A adesão de Harris à chapa também coloca os holofotes no hipócrita Partido Democrata e sobre como ele usa a retórica dos movimentos e depois descarta os mesmos. Escolher Harris é uma descarada maneira de cooptar o movimento por justiça racial e levá-lo ao partido Democrata. Mas Harris não é aliada das ruas: é apenas outra democrata que irá dizer uma coisa e fazer outra. Para exemplificar: não dá pra esquecer o ataque dramático de Harris ao histórico racista de Biden nos debates democratas, quando ela fez referência à oposição dele ao transporte de ônibus, e apontou que ela teria sido pessoalmente afetada de forma positiva por políticas às quais Biden se opôs. O fato de ela poder chamá-lo de racista em um momento e depois aceitar dividir uma chapa com ele no outro, mostra que as acusações nunca foram de fato sérias. As prévias do partido democrata de 2020, no geral, mostraram a farsa que é esse mesmo partido. Todos os democratas tentam ser mais progressistas que os outros no discurso, livremente se apropriando da linguagem de justiça social, mas descartam tudo isso num piscar de olhos, de novo e de novo, como a história tem mostrado. Harris não é, e nunca foi, aliada da classe trabalhadora negra. Agora ela concorre ao lado de um homem que ela mesma chamou de racista.

A escolha de Harris mostra, de uma vez por todas, a estratégia eleitoral de Biden: construir uma coalizão dos democratas com republicanos moderados. Biden incluiu alguns pontos importantes do programa de Sanders em sua plataforma, e normalmente rejeita propostas de políticas vindo da ala “progressista” do partido. Ao invés disso, Biden nos entrega a mesma coisa que os democratas vem nos entregando há décadas: diversas formas de mascarar a máquina imperialista e racista que eles representam. Novamente, vemos a falha da estratégia de Sanders de “empurrar os democratas para a esquerda”. É difícil imaginar uma chapa menos “de esquerda” no momento que o autor do projeto de lei criminal de 1994 e a antiga “melhor policial” da Califórnia. Ainda assim, Sanders rapidamente twittou que apoia Harris: “Ela entende o que é necessário para defender os trabalhadores”.

A solução é clara. O partido Democrata é um caso perdido. Nunca fará nada em favor dos trabalhadores ou oprimidos. Até a campanha progressista de Sanders agora cogita dar aumentos aos policiais e parabeniza Kamala, a policial. Isso deve irritar cada pessoa que o apoiou, esperando que ele representasse alguma mudança real. Isso deve fazer com que as pessoas que pensam que trabalhar dentro do partido democrata foi estrategicamente uma boa ideia. Na verdade, deve fazer com que as pessoas rompam com essa ideia de uma vez por todas.

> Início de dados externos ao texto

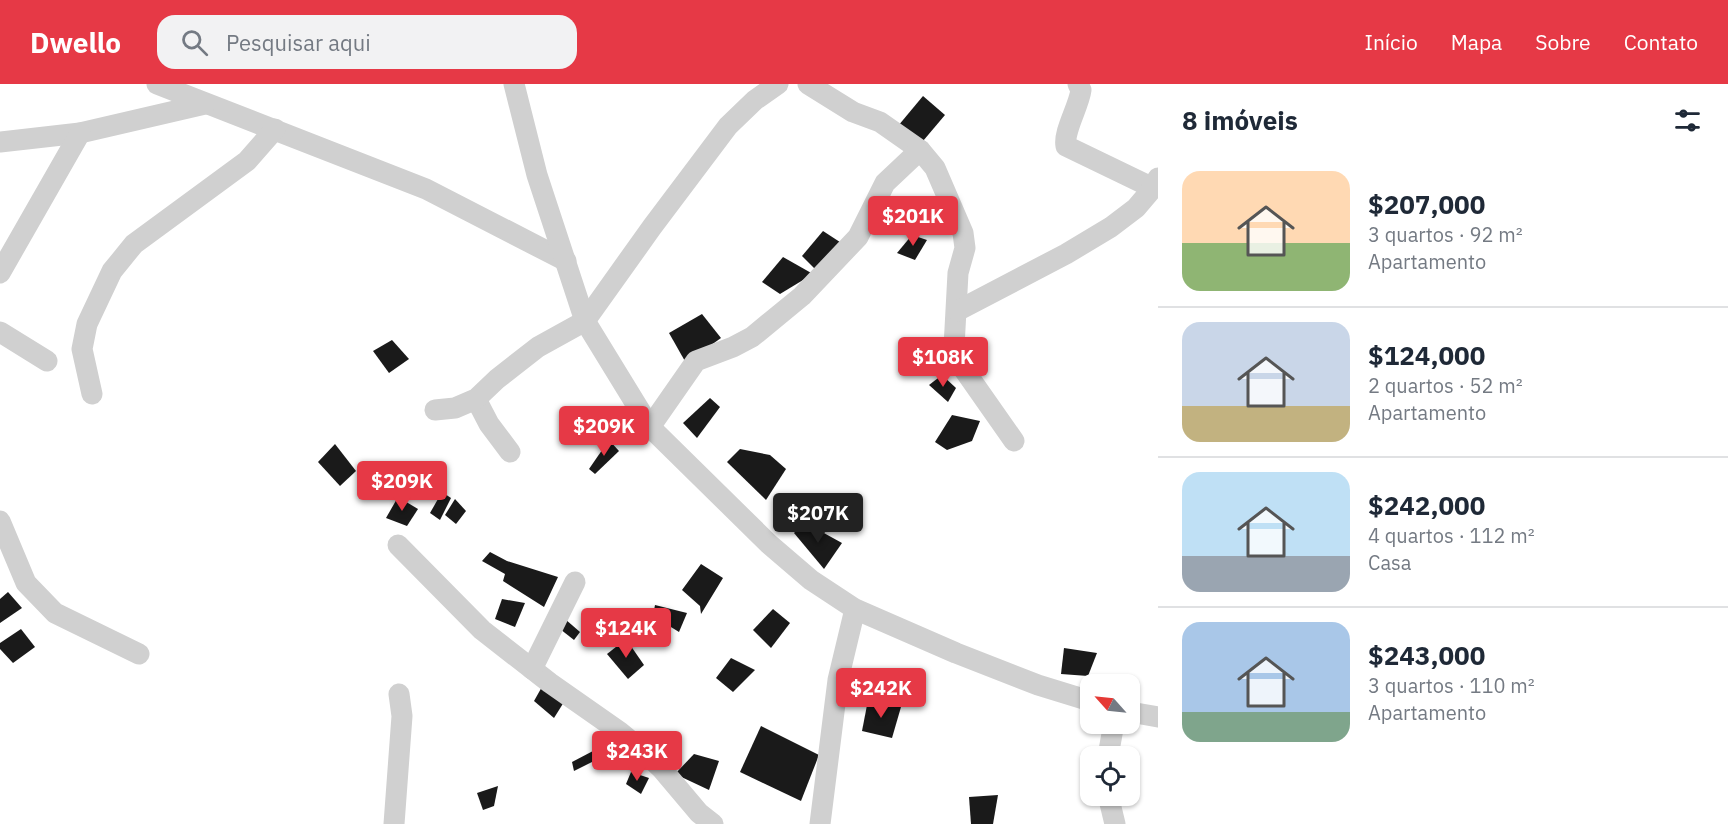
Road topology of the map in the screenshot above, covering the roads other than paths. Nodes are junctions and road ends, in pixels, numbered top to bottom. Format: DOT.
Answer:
graph roads {
  1 [pos="157,84"];
  2 [pos="514,84"];
  3 [pos="778,84"];
  4 [pos="808,84"];
  5 [pos="1078,84"];
  6 [pos="205,104"];
  7 [pos="275,129"];
  8 [pos="80,133"];
  9 [pos="0,142"];
  10 [pos="920,150"];
  11 [pos="1155,183"];
  12 [pos="566,261"];
  13 [pos="0,273"];
  14 [pos="957,311"];
  15 [pos="585,321"];
  16 [pos="0,332"];
  17 [pos="47,361"];
  18 [pos="92,394"];
  19 [pos="476,399"];
  20 [pos="435,410"];
  21 [pos="650,427"];
  22 [pos="1014,441"];
  23 [pos="510,452"];
  24 [pos="0,521"];
  25 [pos="398,545"];
  26 [pos="575,582"];
  27 [pos="855,609"];
  28 [pos="139,654"];
  29 [pos="532,669"];
  30 [pos="399,694"];
  31 [pos="1080,698"];
  32 [pos="1140,714"];
  33 [pos="1158,717"];
  34 [pos="1111,806"];
  35 [pos="394,824"];
  36 [pos="713,824"];
  37 [pos="820,824"];
  38 [pos="1116,824"];
  1 -- 6 [label="street"];
  2 -- 12 [label="street"];
  3 -- 15 [label="street"];
  4 -- 10 [label="street"];
  5 -- 11 [label="street"];
  6 -- 7 [label="street"];
  6 -- 8 [label="street"];
  7 -- 12 [label="street"];
  7 -- 18 [label="street"];
  8 -- 9 [label="street"];
  8 -- 13 [label="street"];
  10 -- 14 [label="street"];
  10 -- 21 [label="street"];
  11 -- 14 [label="street"];
  12 -- 15 [label="street"];
  14 -- 22 [label="street"];
  15 -- 19 [label="street"];
  15 -- 21 [label="street"];
  16 -- 17 [label="street"];
  19 -- 20 [label="street"];
  19 -- 23 [label="street"];
  21 -- 27 [label="street"];
  24 -- 28 [label="street"];
  25 -- 29 [label="street"];
  26 -- 29 [label="street"];
  27 -- 31 [label="street"];
  27 -- 37 [label="street"];
  29 -- 36 [label="street"];
  30 -- 35 [label="street"];
  32 -- 33 [label="street"];
  34 -- 38 [label="street"];
}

O partido Democrata é o partido de Joe Biden e Kamala Harris, e nenhuma quantidade de trabalho progressista dentro dele irá o transformar em algo que não seja um dos dois partidos da classe dominante dos Estados Unidos. Não precisamos dos democratas e certamente não precisamos nos contentar com Biden. Precisamos de um partido próprio, um partido baseado nas lutas reais do povo nas ruas, que concorra nas eleições para construir essas lutas como parte da luta pelo socialismo.